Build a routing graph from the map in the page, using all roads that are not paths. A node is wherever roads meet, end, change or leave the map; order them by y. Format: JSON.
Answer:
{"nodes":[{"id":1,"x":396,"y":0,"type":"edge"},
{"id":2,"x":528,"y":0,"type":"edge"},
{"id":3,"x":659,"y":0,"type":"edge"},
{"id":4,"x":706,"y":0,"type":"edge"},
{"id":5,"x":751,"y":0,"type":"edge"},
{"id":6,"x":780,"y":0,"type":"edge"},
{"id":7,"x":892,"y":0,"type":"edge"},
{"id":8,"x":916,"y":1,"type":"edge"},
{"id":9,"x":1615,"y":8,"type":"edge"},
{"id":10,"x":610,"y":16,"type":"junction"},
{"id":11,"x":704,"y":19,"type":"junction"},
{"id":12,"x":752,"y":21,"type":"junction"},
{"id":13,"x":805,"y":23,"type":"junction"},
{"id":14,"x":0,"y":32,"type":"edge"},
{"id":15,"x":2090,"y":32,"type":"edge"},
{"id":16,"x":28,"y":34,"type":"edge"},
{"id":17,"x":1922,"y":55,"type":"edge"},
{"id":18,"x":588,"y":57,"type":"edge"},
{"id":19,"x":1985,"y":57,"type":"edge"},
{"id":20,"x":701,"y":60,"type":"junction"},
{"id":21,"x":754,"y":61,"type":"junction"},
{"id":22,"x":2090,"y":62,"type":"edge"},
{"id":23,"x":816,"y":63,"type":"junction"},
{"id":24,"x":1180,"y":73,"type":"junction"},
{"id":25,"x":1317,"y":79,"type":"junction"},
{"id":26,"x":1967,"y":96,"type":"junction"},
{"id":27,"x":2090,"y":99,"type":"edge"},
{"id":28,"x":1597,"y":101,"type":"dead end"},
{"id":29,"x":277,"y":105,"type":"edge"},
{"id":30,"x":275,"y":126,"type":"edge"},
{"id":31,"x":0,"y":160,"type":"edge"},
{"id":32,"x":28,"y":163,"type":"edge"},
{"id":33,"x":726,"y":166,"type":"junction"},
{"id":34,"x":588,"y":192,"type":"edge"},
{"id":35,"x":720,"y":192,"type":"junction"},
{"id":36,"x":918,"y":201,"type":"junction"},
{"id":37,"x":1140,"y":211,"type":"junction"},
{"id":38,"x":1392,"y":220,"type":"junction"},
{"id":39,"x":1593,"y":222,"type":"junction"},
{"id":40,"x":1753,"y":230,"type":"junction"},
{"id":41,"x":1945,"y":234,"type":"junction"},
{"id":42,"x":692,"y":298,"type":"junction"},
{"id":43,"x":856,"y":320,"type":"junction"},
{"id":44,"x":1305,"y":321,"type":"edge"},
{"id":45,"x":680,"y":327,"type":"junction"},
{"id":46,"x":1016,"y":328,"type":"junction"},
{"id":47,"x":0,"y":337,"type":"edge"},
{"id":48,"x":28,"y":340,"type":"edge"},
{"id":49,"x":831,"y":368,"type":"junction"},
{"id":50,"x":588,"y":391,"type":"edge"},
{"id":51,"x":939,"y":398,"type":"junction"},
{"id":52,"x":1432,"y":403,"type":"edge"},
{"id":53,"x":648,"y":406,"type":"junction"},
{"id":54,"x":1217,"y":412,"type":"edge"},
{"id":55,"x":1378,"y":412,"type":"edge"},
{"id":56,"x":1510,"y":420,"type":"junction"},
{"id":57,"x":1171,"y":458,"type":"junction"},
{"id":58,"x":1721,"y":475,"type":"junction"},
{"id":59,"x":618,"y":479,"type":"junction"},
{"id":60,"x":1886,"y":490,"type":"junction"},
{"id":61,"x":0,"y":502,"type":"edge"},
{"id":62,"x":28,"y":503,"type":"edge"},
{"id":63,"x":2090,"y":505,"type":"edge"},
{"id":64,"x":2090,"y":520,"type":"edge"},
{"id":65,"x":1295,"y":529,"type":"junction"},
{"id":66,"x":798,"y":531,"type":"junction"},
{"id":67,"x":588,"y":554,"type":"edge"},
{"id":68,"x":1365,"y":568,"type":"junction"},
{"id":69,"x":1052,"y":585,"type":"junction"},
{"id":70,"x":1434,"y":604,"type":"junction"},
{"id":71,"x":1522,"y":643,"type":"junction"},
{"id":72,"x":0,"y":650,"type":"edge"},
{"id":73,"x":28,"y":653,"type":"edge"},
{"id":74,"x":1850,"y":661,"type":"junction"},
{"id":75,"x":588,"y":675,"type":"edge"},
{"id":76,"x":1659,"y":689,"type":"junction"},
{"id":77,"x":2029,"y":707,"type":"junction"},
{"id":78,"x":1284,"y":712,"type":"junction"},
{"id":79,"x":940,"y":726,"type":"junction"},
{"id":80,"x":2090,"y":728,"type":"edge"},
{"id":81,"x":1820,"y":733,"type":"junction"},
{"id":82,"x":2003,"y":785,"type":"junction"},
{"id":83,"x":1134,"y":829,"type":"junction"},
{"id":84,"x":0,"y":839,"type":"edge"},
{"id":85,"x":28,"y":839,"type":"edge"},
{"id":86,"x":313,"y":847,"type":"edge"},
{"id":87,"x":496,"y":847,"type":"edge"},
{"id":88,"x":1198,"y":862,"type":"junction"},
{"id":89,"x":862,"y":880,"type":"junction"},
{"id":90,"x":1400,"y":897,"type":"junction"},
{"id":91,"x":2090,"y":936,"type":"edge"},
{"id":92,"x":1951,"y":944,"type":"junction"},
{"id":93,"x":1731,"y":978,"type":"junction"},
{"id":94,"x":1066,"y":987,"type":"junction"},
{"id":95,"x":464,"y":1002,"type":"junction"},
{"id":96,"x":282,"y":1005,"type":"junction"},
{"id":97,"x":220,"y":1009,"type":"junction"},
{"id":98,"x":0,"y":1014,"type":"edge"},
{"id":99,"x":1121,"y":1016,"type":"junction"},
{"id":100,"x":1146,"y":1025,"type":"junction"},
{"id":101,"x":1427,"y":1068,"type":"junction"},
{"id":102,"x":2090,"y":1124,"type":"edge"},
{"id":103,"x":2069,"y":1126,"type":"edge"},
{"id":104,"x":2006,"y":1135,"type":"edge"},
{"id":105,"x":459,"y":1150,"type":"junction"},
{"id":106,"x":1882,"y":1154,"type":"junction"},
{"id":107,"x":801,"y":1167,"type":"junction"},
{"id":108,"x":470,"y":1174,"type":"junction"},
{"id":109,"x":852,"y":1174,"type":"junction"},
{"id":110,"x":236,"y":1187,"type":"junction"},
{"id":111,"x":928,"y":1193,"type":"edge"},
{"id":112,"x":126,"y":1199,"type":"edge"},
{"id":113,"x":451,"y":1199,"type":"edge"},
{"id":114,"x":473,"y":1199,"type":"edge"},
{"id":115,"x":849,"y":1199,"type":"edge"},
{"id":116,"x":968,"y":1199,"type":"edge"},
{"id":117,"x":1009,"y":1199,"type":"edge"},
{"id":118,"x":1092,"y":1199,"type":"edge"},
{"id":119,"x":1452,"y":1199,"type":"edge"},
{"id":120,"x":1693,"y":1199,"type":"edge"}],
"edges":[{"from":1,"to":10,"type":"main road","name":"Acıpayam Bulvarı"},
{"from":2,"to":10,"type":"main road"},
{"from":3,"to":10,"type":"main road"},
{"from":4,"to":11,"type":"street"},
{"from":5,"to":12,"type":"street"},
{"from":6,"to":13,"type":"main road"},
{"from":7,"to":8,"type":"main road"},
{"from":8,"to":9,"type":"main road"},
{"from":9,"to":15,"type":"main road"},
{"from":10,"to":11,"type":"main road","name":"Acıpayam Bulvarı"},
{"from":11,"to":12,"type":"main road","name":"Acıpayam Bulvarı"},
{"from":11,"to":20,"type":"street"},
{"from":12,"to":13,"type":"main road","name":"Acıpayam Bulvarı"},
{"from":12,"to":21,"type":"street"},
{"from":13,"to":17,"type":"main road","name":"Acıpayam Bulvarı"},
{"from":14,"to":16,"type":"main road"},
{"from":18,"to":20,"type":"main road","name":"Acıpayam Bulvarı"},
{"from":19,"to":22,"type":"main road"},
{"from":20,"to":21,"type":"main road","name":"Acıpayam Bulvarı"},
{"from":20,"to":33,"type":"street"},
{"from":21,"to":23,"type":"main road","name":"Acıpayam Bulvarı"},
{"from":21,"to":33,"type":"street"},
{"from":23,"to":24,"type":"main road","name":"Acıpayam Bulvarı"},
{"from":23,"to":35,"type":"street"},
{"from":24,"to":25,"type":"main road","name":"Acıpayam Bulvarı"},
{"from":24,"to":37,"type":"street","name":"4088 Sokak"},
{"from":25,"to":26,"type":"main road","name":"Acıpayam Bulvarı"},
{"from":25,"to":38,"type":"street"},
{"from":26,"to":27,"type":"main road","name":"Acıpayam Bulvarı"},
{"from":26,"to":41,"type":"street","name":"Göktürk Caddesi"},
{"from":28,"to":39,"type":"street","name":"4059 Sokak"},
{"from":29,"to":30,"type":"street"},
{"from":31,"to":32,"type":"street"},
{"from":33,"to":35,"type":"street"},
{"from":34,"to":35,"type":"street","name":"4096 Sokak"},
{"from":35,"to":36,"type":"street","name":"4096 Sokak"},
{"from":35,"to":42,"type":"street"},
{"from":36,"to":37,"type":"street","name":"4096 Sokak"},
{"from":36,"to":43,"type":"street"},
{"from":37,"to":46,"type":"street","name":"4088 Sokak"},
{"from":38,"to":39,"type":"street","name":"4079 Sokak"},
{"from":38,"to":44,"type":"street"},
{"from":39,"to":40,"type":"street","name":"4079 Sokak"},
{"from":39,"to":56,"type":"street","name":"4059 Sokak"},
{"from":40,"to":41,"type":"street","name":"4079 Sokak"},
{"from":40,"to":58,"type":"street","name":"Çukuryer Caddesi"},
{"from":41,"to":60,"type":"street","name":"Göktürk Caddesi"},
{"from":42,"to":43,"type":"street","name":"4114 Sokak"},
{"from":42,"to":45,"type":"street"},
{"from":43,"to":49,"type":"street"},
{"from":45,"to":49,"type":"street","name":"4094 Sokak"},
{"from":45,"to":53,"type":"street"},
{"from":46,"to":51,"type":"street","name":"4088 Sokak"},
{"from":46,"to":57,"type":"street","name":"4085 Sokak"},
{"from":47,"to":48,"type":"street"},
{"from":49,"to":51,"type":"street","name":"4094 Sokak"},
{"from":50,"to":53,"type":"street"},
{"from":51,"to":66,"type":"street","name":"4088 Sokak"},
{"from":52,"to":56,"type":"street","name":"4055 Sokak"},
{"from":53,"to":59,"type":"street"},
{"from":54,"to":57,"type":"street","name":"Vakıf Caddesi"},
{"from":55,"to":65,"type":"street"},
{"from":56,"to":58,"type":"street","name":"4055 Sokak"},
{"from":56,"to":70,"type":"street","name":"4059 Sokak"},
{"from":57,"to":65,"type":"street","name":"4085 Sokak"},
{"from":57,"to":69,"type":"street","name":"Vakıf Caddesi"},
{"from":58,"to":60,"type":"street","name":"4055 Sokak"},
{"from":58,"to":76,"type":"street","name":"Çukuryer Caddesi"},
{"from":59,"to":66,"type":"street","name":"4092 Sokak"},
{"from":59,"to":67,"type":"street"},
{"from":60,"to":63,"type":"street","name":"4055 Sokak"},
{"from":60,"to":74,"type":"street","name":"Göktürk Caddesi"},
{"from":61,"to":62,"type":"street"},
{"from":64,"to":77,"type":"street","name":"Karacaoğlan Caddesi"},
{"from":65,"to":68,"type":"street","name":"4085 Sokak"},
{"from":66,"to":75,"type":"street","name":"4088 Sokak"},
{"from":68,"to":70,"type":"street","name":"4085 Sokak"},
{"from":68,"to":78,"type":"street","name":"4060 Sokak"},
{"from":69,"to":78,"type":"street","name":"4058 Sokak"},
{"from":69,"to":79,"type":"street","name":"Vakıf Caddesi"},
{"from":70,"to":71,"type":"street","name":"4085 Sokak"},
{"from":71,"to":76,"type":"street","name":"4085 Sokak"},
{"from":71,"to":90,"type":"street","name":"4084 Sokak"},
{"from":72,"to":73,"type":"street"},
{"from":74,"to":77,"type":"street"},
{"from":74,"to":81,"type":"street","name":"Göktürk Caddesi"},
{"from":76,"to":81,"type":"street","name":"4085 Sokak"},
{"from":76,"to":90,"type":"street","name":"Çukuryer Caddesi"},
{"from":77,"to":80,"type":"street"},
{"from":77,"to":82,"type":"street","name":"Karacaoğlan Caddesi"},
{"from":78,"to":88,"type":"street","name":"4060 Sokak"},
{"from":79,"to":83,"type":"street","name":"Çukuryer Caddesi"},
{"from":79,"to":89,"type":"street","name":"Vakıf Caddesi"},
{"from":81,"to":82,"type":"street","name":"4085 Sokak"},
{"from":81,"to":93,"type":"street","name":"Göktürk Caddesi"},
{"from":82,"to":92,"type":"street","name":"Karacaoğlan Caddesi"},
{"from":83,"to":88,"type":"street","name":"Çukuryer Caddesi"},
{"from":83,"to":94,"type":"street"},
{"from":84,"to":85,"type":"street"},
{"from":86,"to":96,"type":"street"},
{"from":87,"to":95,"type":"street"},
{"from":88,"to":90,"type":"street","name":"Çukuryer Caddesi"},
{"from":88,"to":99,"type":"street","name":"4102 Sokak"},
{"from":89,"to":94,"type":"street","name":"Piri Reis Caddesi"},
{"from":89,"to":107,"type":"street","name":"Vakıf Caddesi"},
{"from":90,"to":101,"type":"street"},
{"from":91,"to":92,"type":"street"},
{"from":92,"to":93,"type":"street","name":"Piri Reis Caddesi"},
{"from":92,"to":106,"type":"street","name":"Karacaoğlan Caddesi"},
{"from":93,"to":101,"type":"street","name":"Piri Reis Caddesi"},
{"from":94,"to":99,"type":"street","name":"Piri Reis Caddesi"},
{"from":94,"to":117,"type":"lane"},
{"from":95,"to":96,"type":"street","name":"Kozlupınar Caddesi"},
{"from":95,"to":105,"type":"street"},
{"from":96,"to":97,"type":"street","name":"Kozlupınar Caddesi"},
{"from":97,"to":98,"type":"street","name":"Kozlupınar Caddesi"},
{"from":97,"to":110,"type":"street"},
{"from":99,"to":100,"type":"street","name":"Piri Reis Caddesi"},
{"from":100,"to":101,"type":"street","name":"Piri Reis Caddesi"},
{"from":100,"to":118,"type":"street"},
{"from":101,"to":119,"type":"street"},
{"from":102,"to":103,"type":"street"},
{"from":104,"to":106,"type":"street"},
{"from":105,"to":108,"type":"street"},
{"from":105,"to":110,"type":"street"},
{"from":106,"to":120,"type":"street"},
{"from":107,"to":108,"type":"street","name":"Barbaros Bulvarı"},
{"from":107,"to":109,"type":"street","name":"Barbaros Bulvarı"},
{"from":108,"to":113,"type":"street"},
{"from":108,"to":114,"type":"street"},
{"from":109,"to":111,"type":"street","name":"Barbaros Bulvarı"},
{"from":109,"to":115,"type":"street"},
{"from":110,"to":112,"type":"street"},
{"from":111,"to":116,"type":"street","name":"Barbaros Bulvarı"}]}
------------------------
## HOW TO COMPLETE THIS TASK
Say how many lines in the records contain the string "Çukuryer", and say nothing else.

## REPLY
6